А судьбою его был труд. Подобно Чехову, он работал не от избыт­ка физических сил, а преодолевая немощи; результатом был не лику­ющий гимн, не окончательные вердикты и чеканные научные исти­ны, но суждения и размышления, которые тонкой нюансировкой мысли и своей доверительной стилистикой напоминают порою мо­литвы. Ему удавалось заметить в предметах, о которых он думал, много такого, чего не замечали другие; его труды по поэтике служи­ли вдохновляющим образцом его коллегам, как только те вступали в область истории средневековых литератур. Но простых инструмен­тов для постижения истины он не создал, поэтому не сформирова­лось никакой школы и даже подражателей не появилось. Подражать нечему, поскольку форма его труда неуловима; она не механистич­на, но рождена пристальной наблюдательностью и глубокой вдумчи­востью.
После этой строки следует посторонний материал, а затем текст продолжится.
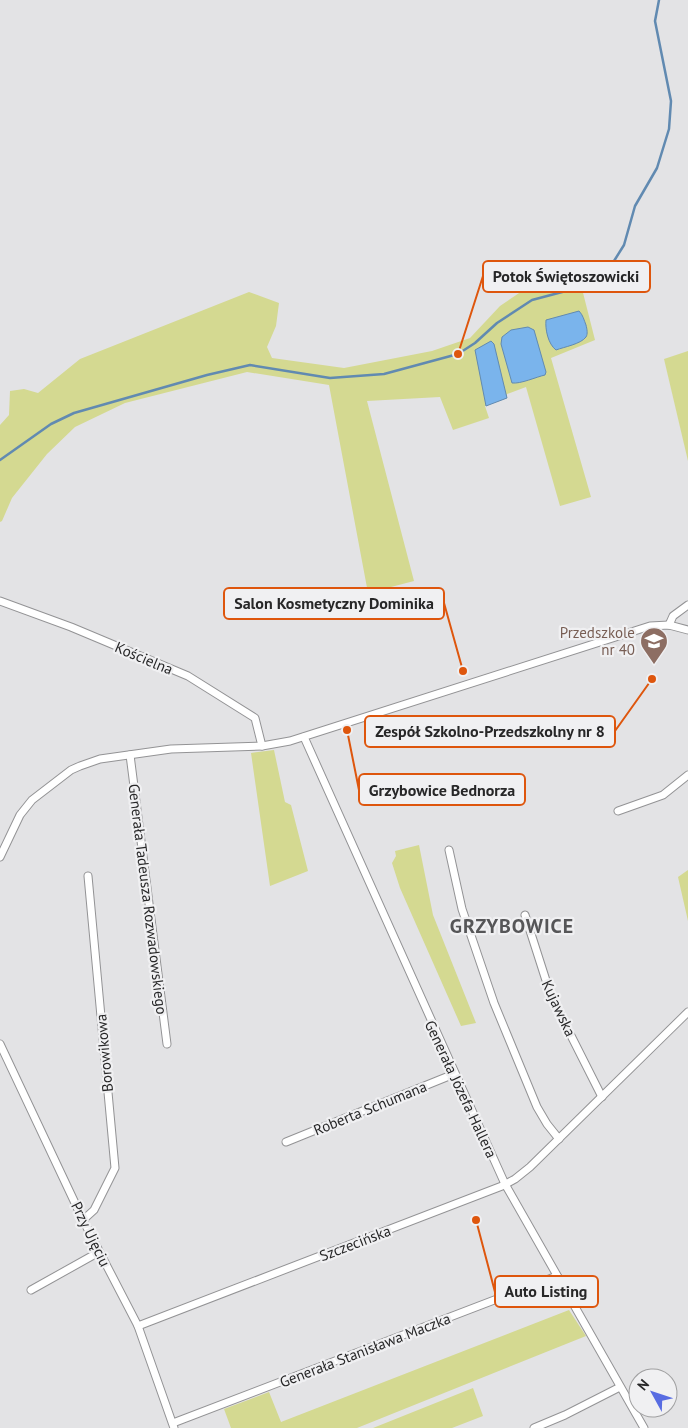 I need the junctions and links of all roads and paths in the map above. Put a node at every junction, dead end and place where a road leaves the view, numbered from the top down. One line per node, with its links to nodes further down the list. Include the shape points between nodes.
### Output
1 (0, 601): 6 (street, Kościelna, via 188,676 255,718)
2 (688, 604): 3 (street, via 673,616)
3 (669, 625): 4 (street); 5 (street, via 654,625)
4 (688, 630)
5 (304, 737): 6 (street); 17 (street, Generała Józefa Hallera)
6 (262, 746): 7 (street, via 188,747)
7 (130, 755): 11 (street, via 100,759 80,766 42,791 25,809); 16 (street, Generała Tadeusza Rozwadowskiego)
8 (688, 775): 9 (street, via 662,795)
9 (618, 811)
10 (449, 850): 19 (street, via 462,909 494,1003 537,1107)
11 (0, 857)
12 (88, 876): 22 (street, Borowikowa, via 115,1168 94,1210)
13 (525, 914): 18 (street, Kujawska, via 551,996)
14 (688, 1012): 18 (street, Szczecińska)
15 (0, 1044): 22 (street, Przy Ujęciu)
16 (167, 1044)
17 (454, 1074): 20 (street, Roberta Schumana); 21 (street, Generała Józefa Hallera)
18 (602, 1097): 19 (street, Szczecińska)
19 (559, 1139): 21 (street, Szczecińska, via 523,1174)
20 (286, 1142)
21 (505, 1184): 24 (street, Generała Józefa Hallera); 26 (street, Szczecińska)
22 (84, 1220): 23 (street, Przy Ujęciu)
23 (100, 1252): 25 (street); 26 (street, Przy Ujęciu)
24 (556, 1276): 27 (street, Generała Józefa Hallera); 28 (street, Generała Stanisława Maczka)
25 (31, 1290)
26 (138, 1326): 28 (street, Przy Ujęciu)
27 (620, 1387): 29 (street); 30 (street, Generała Józefa Hallera)
28 (174, 1426)
29 (534, 1428)
30 (644, 1428)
Сергей Сергеевич получил образование на отделении классической филологии филологического факультета Московского университета, который окончил в 1961 г. Его нездоровье мешало подвижному обра­зу жизни, поэтому он много читал и добросовестно изучал языки, что было для его будущего дела самым главным. Его дарования прожились рано, уже в молодые годы он был замечен такими людьми, как А. Ф. Ло­сев и С. И. Радциг; общение с ними открыло ему, с одной стороны, путь в русскую культуру и философию, классическую науку, с дру­гой — в немецкую, ибо Германия благодаря раскрытию духа антично­сти, осуществленному Иоганном Винкельманом (1717—1768), благо­даря своему научному процветанию в XIX в. гораздо больше, чем Эл­лада, воспринималась русскими филологами-классиками родиной античной культуры. Едва ли не первым самостоятельным открытием Аверинцева был Герман Гессе, стихи которого он с энтузиазмом рас­пространял в своих талантливых переводах задолго до их публикации.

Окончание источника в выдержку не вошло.